このように特典や審査基準から考えても、銀行系の法人カードを発行する意味はあまりありません。

もちろん、銀行の担当営業者との関係性を保つという目的がある場合、私と同じように銀行系の法人カードを作っても問題ありません。ただ、そうでない場合は銀行系以外の一般的な法人カードに最初から申し込みましょう。

銀行系のクレジットカードは何があるのか

それでは、銀行系の法人カードとしてはどのようなものがあるのでしょうか。これには、メガバンクや地方銀行が関わっているクレジットカードだと考えてください。

同じVisa、JCB、Mastercardの中でも、例えば以下のような銀行が発行するクレジットカードが銀行系のカードになります。

  • りそな銀行
  • 横浜銀行
  • 武蔵野銀行

……

他にもたくさんありますが、基本的には銀行が関与している法人カードだと考えてください。

なぜ、銀行カードはサービスが悪くなるのか

銀行が関わるクレジットカードであると、その分だけ利益が薄まってしまいます。そのため、銀行の営業マンからお願いされて発行する法人カードは特典を含め、サービスが悪くなります。

クレジットカード会社から申し込めば、カード会社にとってすべての利益を受け取ることができます。その一方、銀行経由で申し込むとなると、クレジットカードからの利益は「クレジットカード会社と銀行とで折半」になります。
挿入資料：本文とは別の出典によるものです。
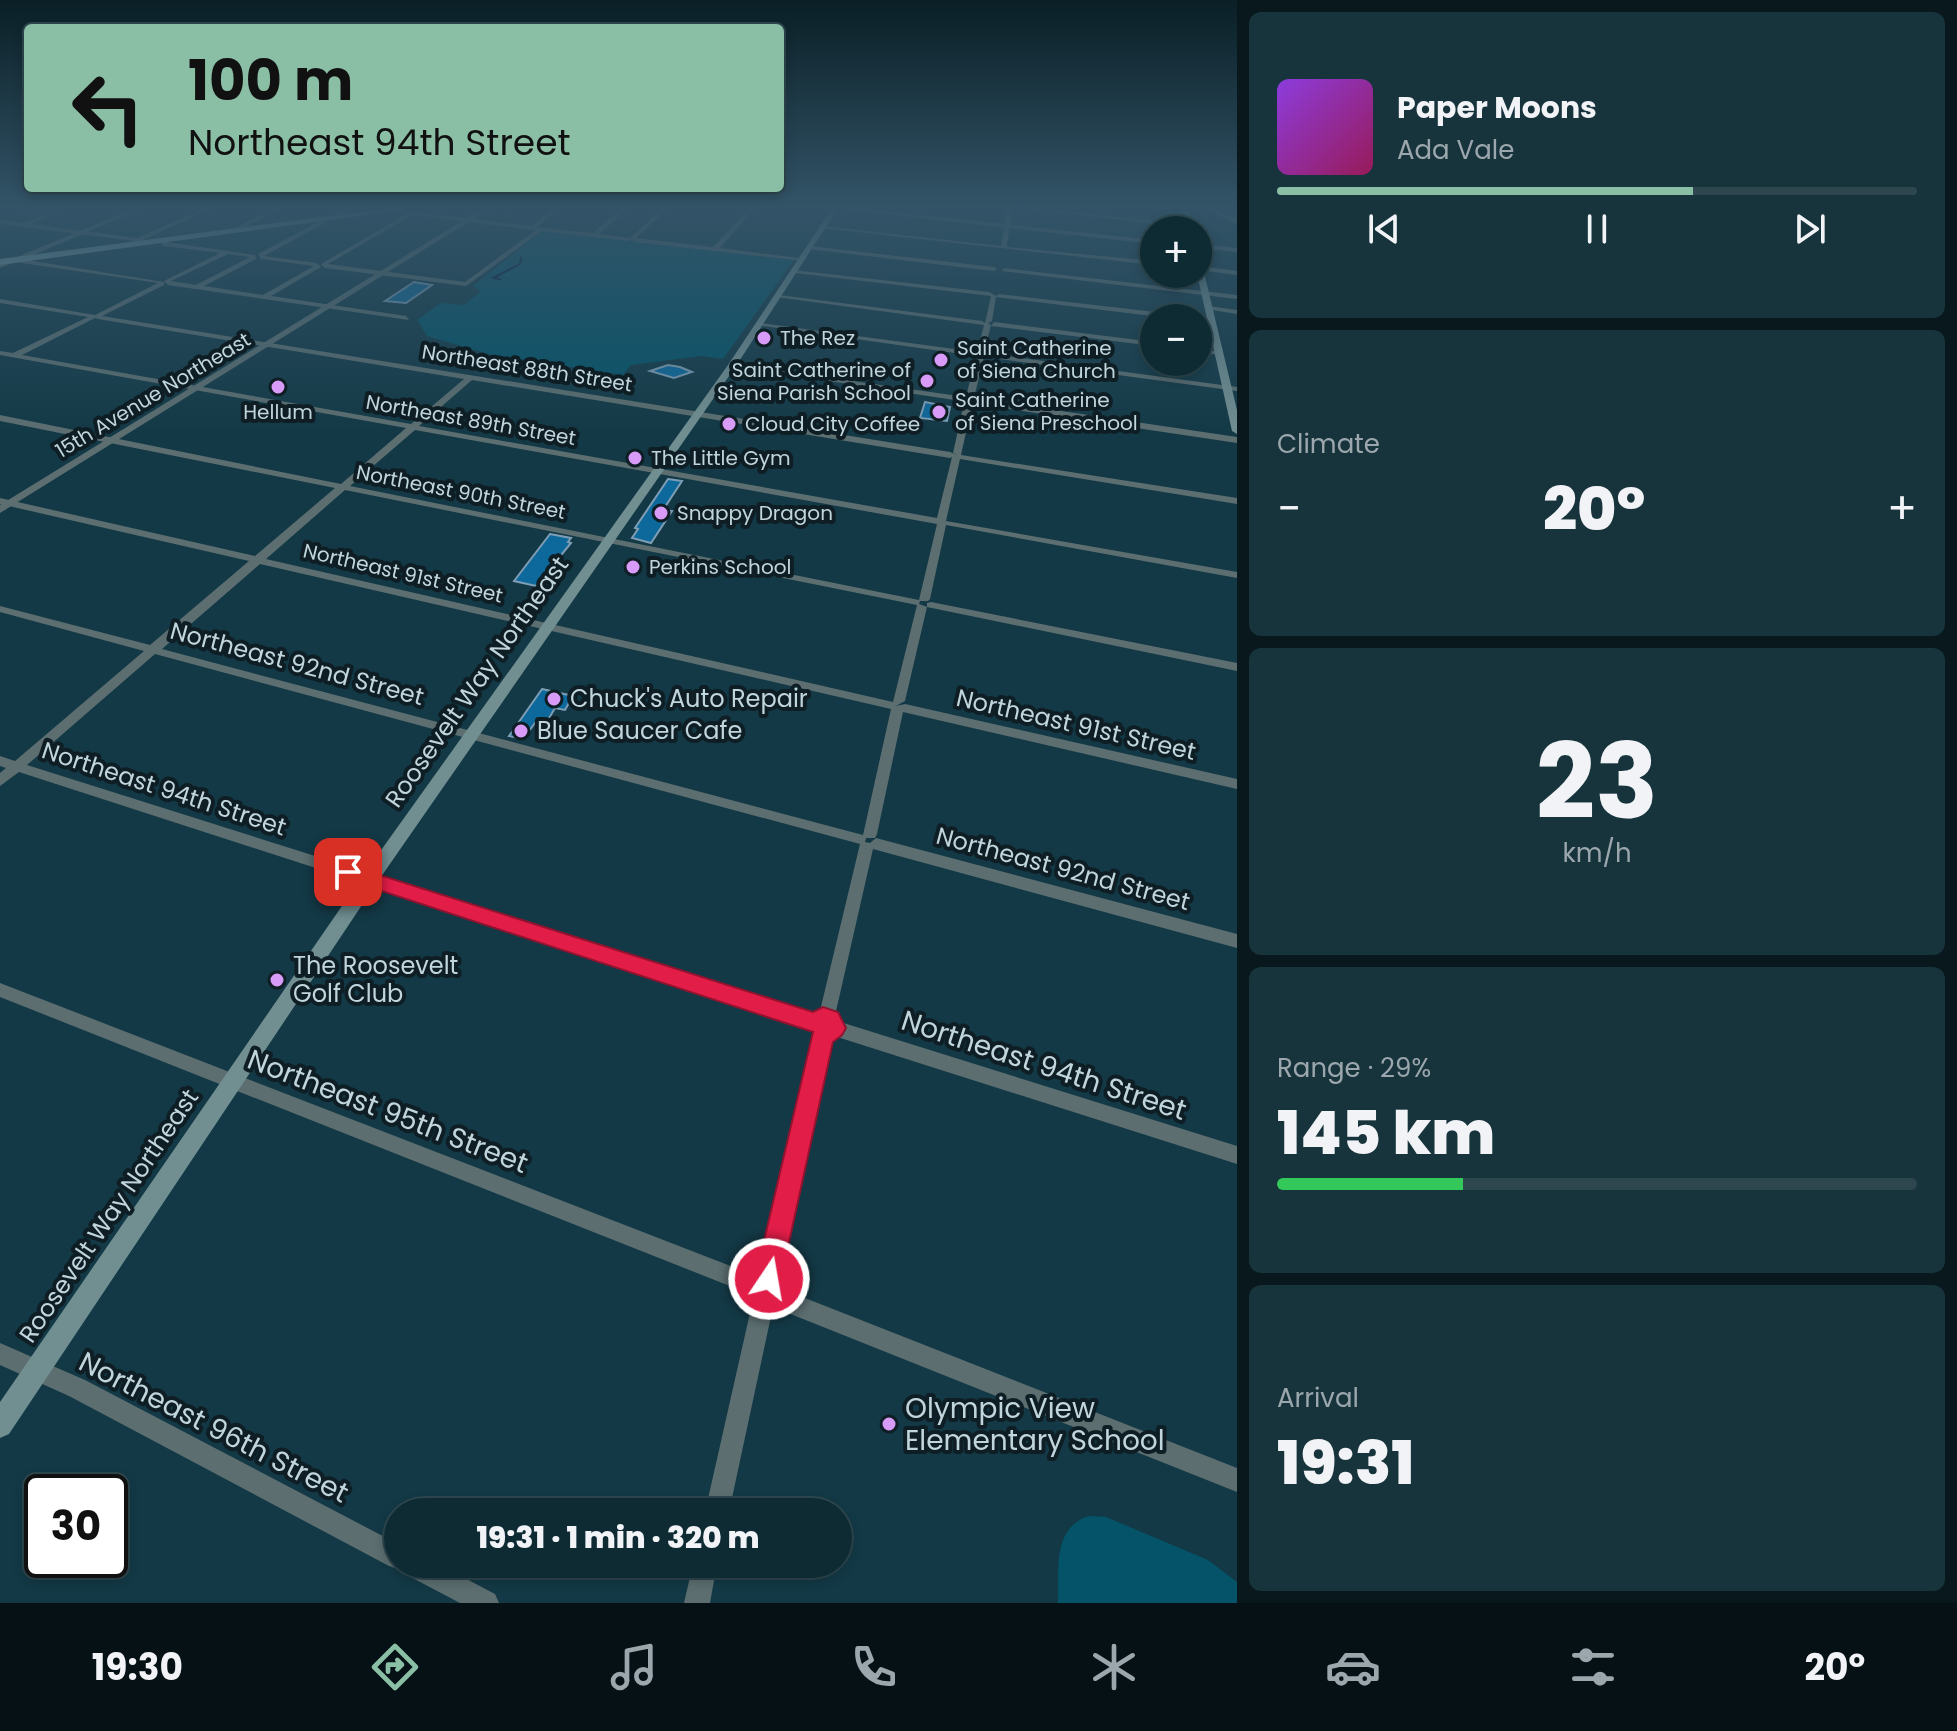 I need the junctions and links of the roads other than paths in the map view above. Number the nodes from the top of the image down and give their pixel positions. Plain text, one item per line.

例えば、あなたがクレジットカードを利用することで合計10万円の利益が生まれたとすると、「クレジットカード会社が5万円を受け取り、銀行が残り5万円を受け取る」とザックリと考えてください。

もちろん、クレジットカード会社との取り決めによって若干の変動はあります。ただ、いずれにしても銀行が営業代行をしている以上、クレジットカード会社の利益が少なくなることには変わりありません。その結果、法人カードを利用することによるサービスが悪くなります。

使用できる銀行口座が限られる

また、銀行から法人カードを申し込んだ場合、指定できる銀行口座が限られます。基本的には、申し込んだ銀行しか引き落とし口座を指定できないと考えてください。例えば、りそな銀行からJCB法人カードに申し込んだ場合、りそな銀行に関係する銀行口座でしかクレジットカードの引き落としを指定できません。

ビジネスをしている人なら理解してもらえると思いますが、これは非常に不便です。実際のところ、諸事情によっていくつかの法人用銀行口座をもつことになってしまうケースがあるため、特定の銀行しか引き落とし口座を指定できないのはよくありません。
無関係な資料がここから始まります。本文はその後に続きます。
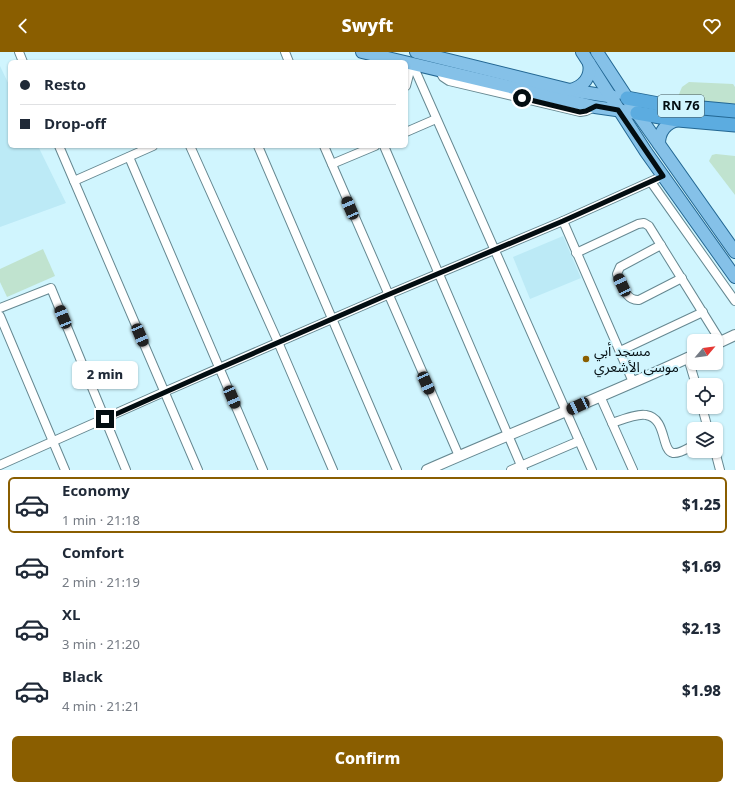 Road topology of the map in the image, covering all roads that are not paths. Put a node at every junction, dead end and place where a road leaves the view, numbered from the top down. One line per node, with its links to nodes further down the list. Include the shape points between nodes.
1 (362, 52): 4 (main road, RN 76)
2 (582, 52): 5 (main road)
3 (597, 52): 9 (main road)
4 (414, 56): 6 (street); 7 (main road, RN 76); 10 (main road, RN 76, via 439,70); 13 (street)
5 (589, 63): 7 (main road, via 590,72 587,79); 8 (main road)
6 (408, 78)
7 (570, 90): 8 (main road, RN 76)
8 (609, 96): 9 (main road, RN 76); 10 (main road)
9 (627, 98): 11 (highway, RN 76); 12 (main road)
10 (618, 110): 12 (main road, RN 76); 27 (main road)
11 (735, 112)
12 (637, 113): 14 (highway, RN 76); 17 (main road)
13 (436, 119): 16 (street); 32 (street)
14 (678, 120): 15 (highway, RN 76); 17 (main road, via 665,127)
15 (735, 125)
16 (408, 131)
17 (659, 144): 33 (main road)
18 (60, 148): 28 (street)
19 (149, 148): 25 (street)
20 (191, 148): 47 (street)
21 (259, 148): 43 (street)
22 (325, 148): 26 (street)
23 (370, 148): 26 (street)
24 (385, 148): 35 (street)
25 (129, 157): 28 (street); 50 (street)
26 (332, 164): 38 (street)
27 (663, 176): 29 (street); 36 (main road)
28 (74, 180): 52 (street)
29 (651, 182): 30 (street); 39 (street)
30 (563, 221): 32 (street); 34 (street)
31 (661, 245): 34 (street, via 649,226 644,223); 37 (street); 37 (street, via 618,270 617,274 628,297 639,300)
32 (494, 250): 35 (street); 54 (street)
33 (735, 252)
34 (576, 253): 48 (street)
35 (438, 274): 38 (street); 57 (street)
36 (735, 277)
37 (682, 278): 41 (street)
38 (388, 295): 43 (street); 61 (street)
39 (735, 301)
40 (0, 308): 55 (street, via 51,288)
41 (702, 312): 44 (street); 48 (street)
42 (0, 316): 59 (street)
43 (332, 319): 47 (street); 70 (street)
44 (713, 334)
45 (735, 335): 46 (street)
46 (723, 341)
47 (278, 342): 50 (street); 69 (street)
48 (620, 351): 51 (street)
49 (687, 358): 51 (street)
50 (219, 368): 52 (street); 68 (street)
51 (633, 382): 53 (street)
52 (164, 392): 55 (street); 67 (street)
53 (600, 396): 54 (street); 56 (street)
54 (566, 411): 57 (street); 58 (street)
55 (105, 419): 59 (street); 66 (street)
56 (612, 423): 60 (street, via 644,414 649,415 659,423 669,450 673,453); 74 (street)
57 (508, 434): 61 (street); 64 (street)
58 (579, 441): 64 (street); 73 (street)
59 (53, 442): 63 (street); 65 (street)
60 (687, 448)
61 (459, 456): 71 (street)
62 (717, 458): 75 (street)
63 (0, 465)
64 (522, 468): 72 (street)
65 (65, 470)
66 (126, 470)
67 (198, 470)
68 (263, 470)
69 (332, 470)
70 (397, 470)
71 (427, 470)
72 (511, 470)
73 (592, 470)
74 (633, 470)
75 (720, 470)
クレジットカード会社が発行する法人カードであれば、ネット銀行を含めどの銀行であっても問題なく引き落とし口座を指定できます。こうしたことも、銀行系の法人カードを発行するデメリットです。

個人信用に傷がある社長は銀行担当者に掛け合うべき

それでは、銀行で発行する法人カードはすべてにおいて意味はないのでしょうか。もちろんそうではなく、特定の人であれば意味があります。どういう人かというと、個人信用に傷がついている人です。
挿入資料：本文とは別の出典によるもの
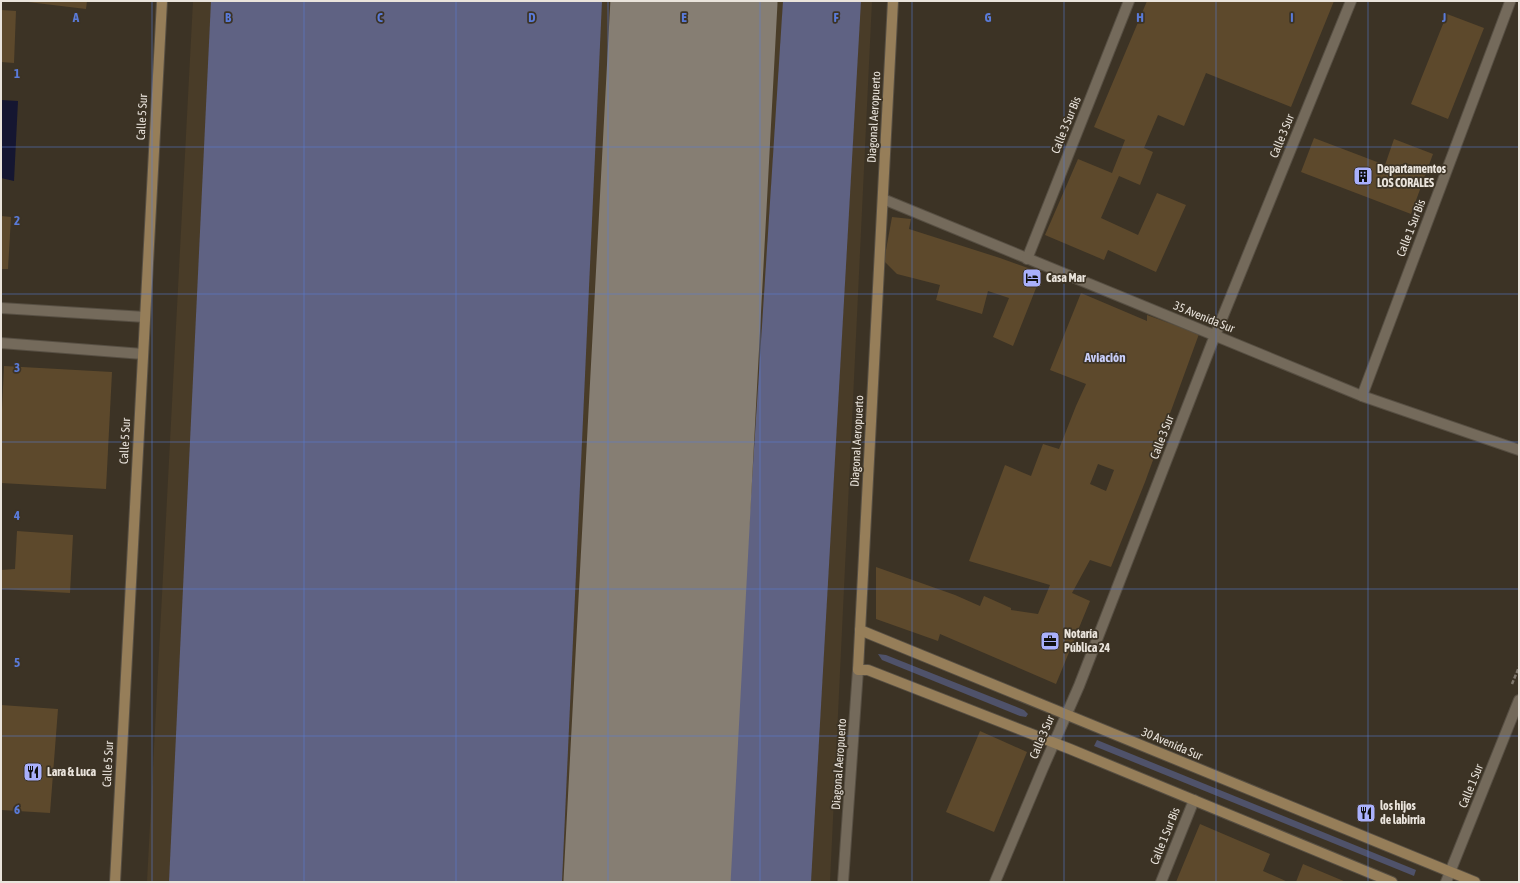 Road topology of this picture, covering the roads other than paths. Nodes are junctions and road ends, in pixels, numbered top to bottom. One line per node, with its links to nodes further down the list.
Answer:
1 (162, 1): 9 (street, Calle 5 Sur)
2 (893, 1): 6 (street, Diagonal Aeropuerto)
3 (1129, 1): 7 (street, Calle 3 Sur Bis)
4 (1351, 1): 10 (street, Calle 3 Sur)
5 (1512, 3): 13 (street, Calle 1 Sur Bis)
6 (883, 199): 7 (street, 35 Avenida Sur); 15 (street, Diagonal Aeropuerto)
7 (1027, 259): 10 (street, 35 Avenida Sur)
8 (1, 308): 9 (street)
9 (145, 317): 12 (street, Calle 5 Sur)
10 (1215, 336): 13 (street, 35 Avenida Sur); 18 (street, Calle 3 Sur)
11 (1, 343): 12 (street)
12 (143, 354): 22 (street, Calle 5 Sur)
13 (1362, 396): 14 (street, 35 Avenida Sur)
14 (1519, 450)
15 (860, 630): 16 (street, Diagonal Aeropuerto); 18 (street, 30 Avenida Sur)
16 (858, 670): 19 (street); 23 (street, Diagonal Aeropuerto)
17 (1519, 700): 21 (street, Calle 1 Sur)
18 (1066, 714): 19 (street, Calle 3 Sur); 21 (street, 30 Avenida Sur)
19 (1054, 742): 20 (street); 24 (street, Calle 3 Sur)
20 (1194, 800): 25 (street, Calle 1 Sur Bis); 26 (street)
21 (1451, 872): 27 (street, Calle 1 Sur); 28 (street, 30 Avenida Sur)
22 (115, 882)
23 (843, 882)
24 (995, 882)
25 (1161, 882)
26 (1392, 882)
27 (1446, 882)
28 (1476, 882)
クレジットカードを新規発行するとき、「この人はクレジットカードを発行するに値する人物かどうか」を審査されます。もっといえば、「過去にクレジットカードの支払い遅延がないか」「債務整理(自己破産など)をしていないか」を確認されます。

クレジットカードやローンなど、金融商品の返済能力を「個人信用」といいますが、支払い遅延などが起こると個人信用に傷がつきます。こうした金融事故を起こした人を「ブラック」といいますが、ブラックの状態ではクレジットカードを発行することができなくなります。

法人カードを発行するとき、会社の状態だけでなく「代表取締役の個人信用」も参照されます。そのため、どれだけ会社の業績が良かったとしても、社長が過去に金融事故を起こしてブラックであれば、法人カードを新規発行することができなくなるのです。

ただ、ビジネスを行う上で法人カードは非常に重要な存在です。そこで会社の決算を黒字にして、銀行の営業担当者に事情を話し、何とかして法人カードを作れるように掛け合ってもらうといいです。

もちろん努力と時間は必要ですが、少しずつ信頼を積み重ねていくことで審査を通過できるように働きかけてもらうのです。

「クレジットカード会社が発行する法人カードは特典が優れている」とはいっても、ブラックではそもそも発行できません。そこで銀行の営業担当者と仲良くなることによって、内部で根回しをしてもらうことで銀行系の法人カードを作れるように力を借りるのです。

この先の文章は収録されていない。